OLYMPICS / Newsmaker

Qiao Liang, Lang Ping come home to mine Olympic gold
By Yu Yilei
China Daily Staff Writer
Updated: 2008-08-12 09:15

 

When Qiao Liang landed in Iowa in 1993, preparing to start a new life at the University of Iowa on a full scholarship after a successful career on the Chinese national gymnastics team, he didn't expect his homecoming to become a national topic of conversation 15 years later.

Qiao (better known as Chow in the West) had arrived in the US with a handful of luggage. However, when he returned to his homeland last week, he brought a group of elite American gymnasts with him to vie for gold in the Beijing Olympics.

China's former top gymnast is the latest Chinese-born coach to join the US Olympic team, along with former Chinese volleyball icon Lang Ping, coach of the US women's volleyball team and James Li (Li Li), manager of the US men's track and field team.


Qiao Liang talks to reporters last week after arriving in Beijing for the Olympics as coach of the US women's gymnastics team. [China Daily]

Qiao was assured a ticket to the Beijing Games when his star pupil, Shawn Johnson, was chosen for the US Olympic gymnastics team after finishing first in the US trials last June.
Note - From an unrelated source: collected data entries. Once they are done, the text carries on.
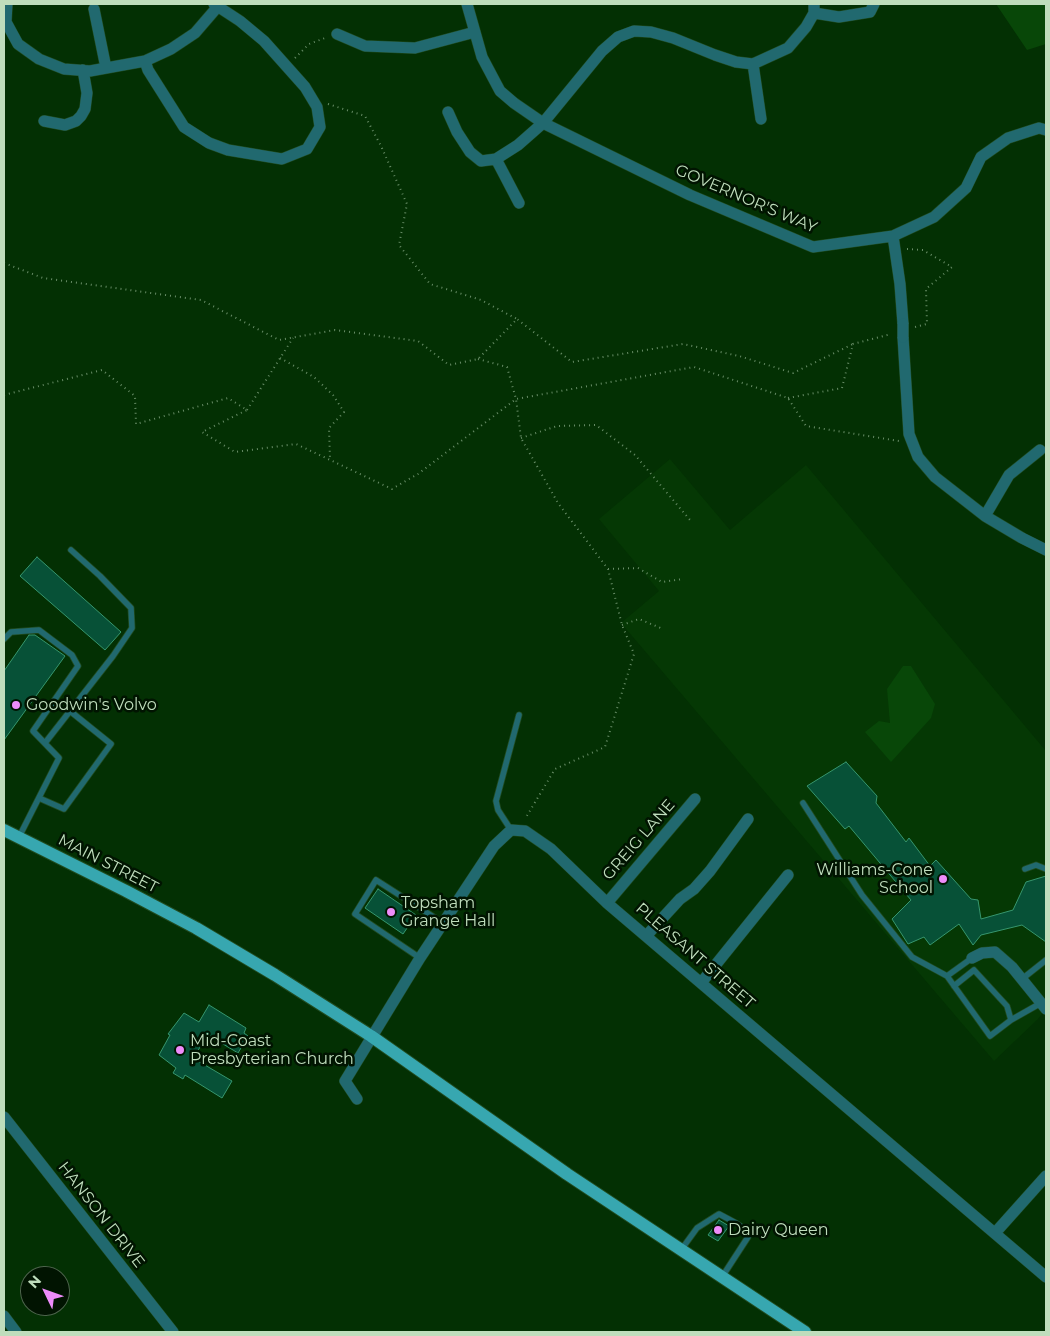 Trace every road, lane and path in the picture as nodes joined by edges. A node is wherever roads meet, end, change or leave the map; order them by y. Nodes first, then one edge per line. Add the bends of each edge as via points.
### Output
1 (7, 4) edge
2 (467, 4) edge
3 (874, 4) edge
4 (217, 5) edge
5 (814, 8) edge
6 (94, 9) dead end
7 (475, 32) junction
8 (337, 34) joint
9 (145, 60) junction
10 (753, 64) junction
11 (288, 65) junction
12 (106, 68) junction
13 (83, 70) junction
14 (313, 99) junction
15 (448, 112) dead end
16 (761, 119) dead end
17 (44, 121) dead end
18 (543, 123) junction
19 (1046, 130) edge
20 (496, 159) junction
21 (519, 203) dead end
22 (893, 236) junction
23 (905, 249) dead end
24 (4, 263) edge
25 (517, 319) junction
26 (916, 327) dead end
27 (900, 331) junction
28 (293, 338) junction
29 (853, 344) junction
30 (280, 358) junction
31 (478, 360) junction
32 (4, 395) edge
33 (788, 398) junction
34 (516, 399) junction
35 (247, 410) junction
36 (520, 438) junction
37 (912, 444) junction
38 (1040, 450) dead end
39 (330, 460) junction
40 (985, 516) junction
41 (690, 520) dead end
42 (71, 550) dead end
43 (1046, 550) edge
44 (608, 569) junction
45 (683, 580) dead end
46 (622, 625) junction
47 (663, 629) dead end
48 (4, 639) edge
49 (70, 711) junction
50 (519, 715) dead end
51 (45, 743) junction
52 (39, 798) junction
53 (695, 799) dead end
54 (803, 803) dead end
55 (748, 819) dead end
56 (523, 823) dead end
57 (4, 830) edge
58 (511, 830) junction
59 (19, 837) junction
60 (1025, 869) dead end
61 (1046, 869) edge
62 (788, 875) dead end
63 (607, 902) junction
64 (443, 923) junction
65 (647, 935) junction
66 (420, 958) junction
67 (972, 958) joint
68 (1046, 960) edge
69 (947, 976) junction
70 (1022, 979) junction
71 (701, 983) junction
72 (954, 986) junction
73 (1044, 1006) edge
74 (1012, 1020) junction
75 (371, 1036) junction
76 (357, 1099) dead end
77 (4, 1117) edge
78 (1046, 1176) edge
79 (995, 1233) junction
80 (680, 1250) junction
81 (722, 1277) junction
82 (1046, 1277) edge
83 (4, 1316) edge
84 (16, 1332) edge
85 (173, 1332) edge
86 (805, 1332) edge

1 - 13 street via 6,22 18,44 39,59 64,69
2 - 7 street, GOVERNOR'S WAY
3 - 5 street via 870,12 839,16
4 - 9 street via 194,33 171,49
4 - 11 street via 264,41
5 - 10 street via 806,27 788,48
6 - 12 street
7 - 8 street via 416,48 365,46
7 - 18 street, GOVERNOR'S WAY via 482,57 500,91
8 - 11 path via 310,44
9 - 12 street
9 - 14 street via 184,127 209,143 228,150 282,159 307,149 320,127
10 - 16 street
10 - 18 street via 722,58 673,38 634,32 618,37 602,51
11 - 14 street
12 - 13 street
13 - 17 street via 87,93 82,116 65,125
14 - 25 path via 365,116 407,204 399,245 430,284 481,300
15 - 20 street via 470,152 481,160
18 - 20 street
18 - 22 street, GOVERNOR'S WAY via 690,195 813,247
19 - 22 street, GOVERNOR'S WAY via 1039,128 1008,138 981,157 966,188 934,217
20 - 21 street
22 - 27 street via 900,284
23 - 26 path via 924,250 952,267 926,289 927,324
24 - 28 path via 43,278 201,300 279,340
25 - 29 path via 572,362 683,344 740,356 793,373
25 - 31 path
27 - 29 path
27 - 37 street
28 - 30 path
28 - 31 path via 335,330 418,341 449,365
29 - 33 path via 842,388
30 - 35 path
30 - 39 path via 314,376 344,412 329,428
31 - 34 path via 507,367
32 - 35 path via 102,370 135,396 136,424 228,398
33 - 34 path via 694,367
33 - 37 path via 806,426
34 - 36 path
34 - 39 path via 418,474 392,489
35 - 39 path via 202,432 236,452 296,444
36 - 41 path via 557,426 596,425 635,455
36 - 44 path via 558,502
37 - 40 street via 918,457 935,477
38 - 40 street via 1009,475
40 - 43 street
42 - 49 lane via 131,608 132,628
44 - 45 path via 638,568 662,582
44 - 46 path
46 - 47 path via 639,619
46 - 56 path via 634,654 605,747 555,768
48 - 51 lane via 11,632 39,630 72,655 78,666 33,731
49 - 51 lane
49 - 52 lane via 111,744 64,809
50 - 58 lane via 496,800 498,810
51 - 52 lane via 59,758
52 - 59 lane
53 - 63 street, GREIG LANE
54 - 69 lane via 862,895 912,957
55 - 65 street via 699,883
57 - 59 main road, MAIN STREET
58 - 63 street, PLEASANT STREET via 525,831 551,849
58 - 64 street via 494,846
59 - 75 main road, MAIN STREET via 196,928
60 - 61 lane via 1036,865
62 - 71 street
63 - 65 street, PLEASANT STREET
64 - 66 street
64 - 66 lane via 376,880 354,914
65 - 71 street, PLEASANT STREET
66 - 75 street
67 - 69 lane
67 - 70 street via 995,952
68 - 70 lane
69 - 72 lane
70 - 73 street
71 - 79 street, PLEASANT STREET
72 - 74 lane via 990,1036
72 - 74 lane via 974,970 1007,1006
73 - 74 lane
75 - 76 street via 345,1081
75 - 80 main road, MAIN STREET
77 - 85 street, HANSON DRIVE
78 - 79 street
79 - 82 street, PLEASANT STREET
80 - 81 main road, MAIN STREET
80 - 81 lane via 697,1228 719,1214 736,1222 746,1230 748,1238
81 - 86 main road, MAIN STREET
83 - 84 street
"Qiao has made a successful life for himself overseas, probably the most successful among the former Chinese gymnasts who went abroad," his former colleague Lu Shanzhen said. Lu is now the deputy head coach of Chinese national gymnastics team,

Lu met Qiao in 1988, when the gymnast joined the Chinese national team after excelling in domestic meets. At the time, Lu had been coaching the squad for five years. Now they head rival teams who will be battling for supremacy at the Beijing Games.

The stage was set a year ago when Qiao's US team defeated Lu's Chinese team at the 2007 World Championships by a narrow margin. Johnson also dethroned Chinese star Cheng Fei, Lu's best athlete on the floor exercises. Johnson also won the coveted all-around title that Lu's pupils have never gotten.

"In the past two years, he brought Shawn Johnson onto the world stage", Lu said. "We've been watching closely."

Qiao's success has brought attention to the fact that there are a number of Chinese-born gymnastics coaches working in the US.

There's Qiao's wife, Zhuang Liwen, also a former member of the Chinese national team, who helped build Chow's Gymnastics and Dance Studio in West Des Moines, Iowa.

Lu Li, who won gold the 1992 Barcelona Games on the uneven bars, has her own gym, All-Around Champion (AAC), in Fremont, California. In March 2000, Lu began working at Gold Star Gymnastics Academy in Mountain View, California, coaching high-level gymnasts and serving as the assistant coach for its competitive team.

China's first world champion gymnast, Li Yuejiu, who won the men's floor exercises in 1981 World Gymnastics Championships in Moscow, moved to the US in 1986. He began his coaching career in Las Vegas along with his wife, Wu Jiani, his national teammate.

While some worry that these globetrotting coaches could adversely affect the chances of the Chinese team, most Chinese fans are proud of what they've achieved. Thanks to Qiao, Lu Li and Li, the two gymnastics powerhouses of China and the US have never been as closely matched as they are now.

The results of this cross-pollination are Americans such as Johnson mastering the extremely difficult techniques that Chinese gymnasts excel in and at the same time demonstrating the explosive power and bubbly personality most American gymnasts possess.

This combination can also be seen now among Chinese gymnasts, especially after Li returned to coach the Chinese team in 2005. China gained a record eight gold medals at the 2006 World Gymnastic Championships in Denmark one year after Li's return.

"We could learn from them (US gymnasts)," Li said, while still calling China "the best gymnastic academy" in the world. "I hope I can find a training method that combines the best of both countries."

Asked whether he is nervous about his first time home in 15 years as the head of a strong US team to compete against his old hometown team, Qiao answered: "Sports are sports. We're not politicians."